Georg Ritter von Schönerer (17 July 1842 – 14 August 1921) was an Austrian landowner and politician of the Austro-Hungarian Monarchy active in the late 19th and early 20th centuries. A major exponent of pan-Germanism and German nationalism in Austria as well as a radical opponent of political Catholicism and a fierce antisemite, Schönerer exerted much influence on the young Adolf Hitler. He was known for a generation as the most radical pan-German nationalist in Austria.[1]

Georg Ritter von Schönerer circa 1900

Life and career

Early life

Schönerer was born in Vienna as Georg Heinrich Schönerer; his father, the wealthy railroad pioneer Matthias Schönerer (1807–1881), an employee of the House of Rothschild, was knighted (adding the hereditary title of Ritter, "Knight", and the nobiliary particle of von) by Emperor Franz Joseph in 1860. His wife was a great-granddaughter of R. Samuel Löb Kohen, who died at Pohořelice in 1832.[2] He had a younger sister, Alexandrine, later director of the Theater an der Wien, who strongly rejected her brother's politics.
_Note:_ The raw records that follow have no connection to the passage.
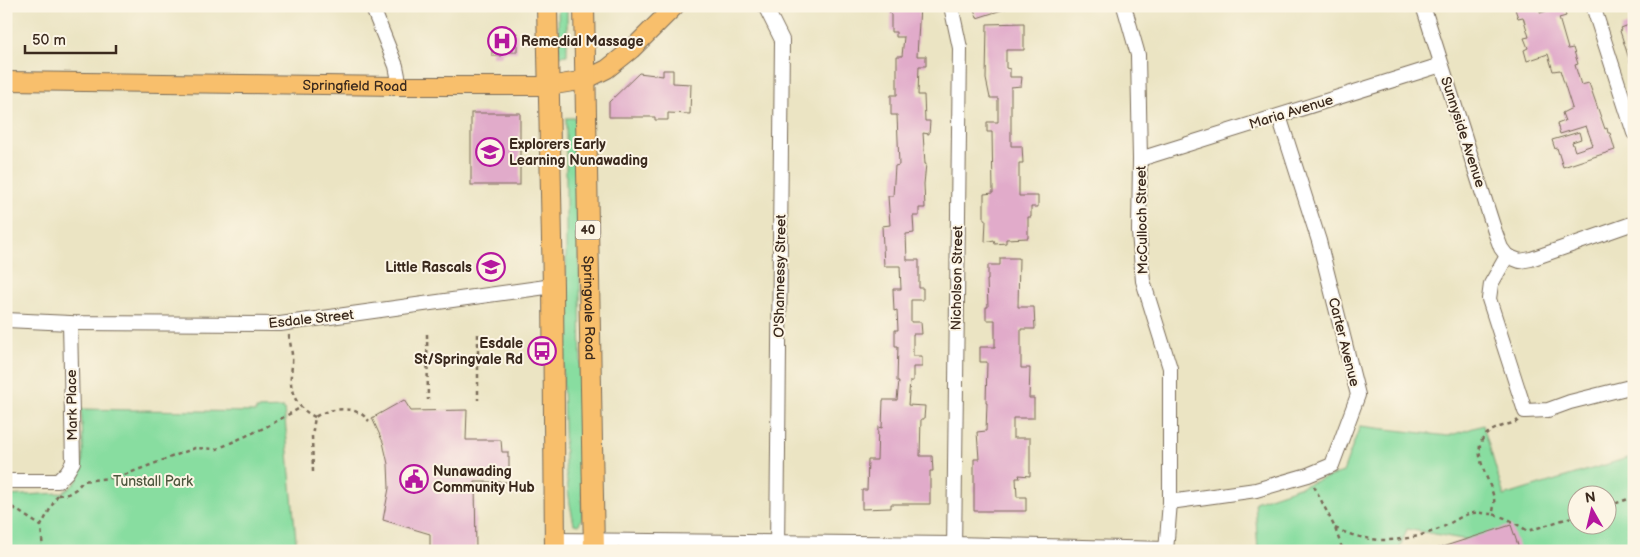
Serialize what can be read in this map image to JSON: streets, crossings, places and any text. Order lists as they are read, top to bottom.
{
  "streets": {
    "highway": ["40", "Springvale Road"],
    "main road": ["Springfield Road"],
    "street": [
      "Maria Avenue",
      "Sunnyside Avenue",
      "McCulloch Street",
      "O'Shannessy Street",
      "Nicholson Street",
      "Esdale Street",
      "Carter Avenue",
      "Mark Place"
    ]
  },
  "crossings": [
    ["Springfield Road", "Springvale Road"],
    ["Maria Avenue", "Sunnyside Avenue"],
    ["Maria Avenue", "McCulloch Street"],
    ["Maria Avenue", "Carter Avenue"],
    ["McCulloch Street", "Carter Avenue"],
    ["Esdale Street", "Mark Place"]
  ],
  "parks": ["Tunstall Park"],
  "places": {
    "hospital": ["Remedial Massage"],
    "school or university": ["Explorers Early Learning Nunawading", "Little Rascals"],
    "bus stop": ["Esdale St/Springvale Rd"],
    "public building": ["Nunawading Community Hub"]
  },
  "scale_bar": "50 m",
  "north": "top"
}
From 1861, Georg studied agronomy at the universities of Tübingen, Hohenheim and Magyaróvár (Ungarisch-Altenburg, today a campus of the University of West Hungary). He then conducted the business affairs of his father's estate at Rosenau near Zwettl in the rural Waldviertel region of Lower Austria, where he became known as a generous patriarch of the local peasants and great benefactor.[citation needed]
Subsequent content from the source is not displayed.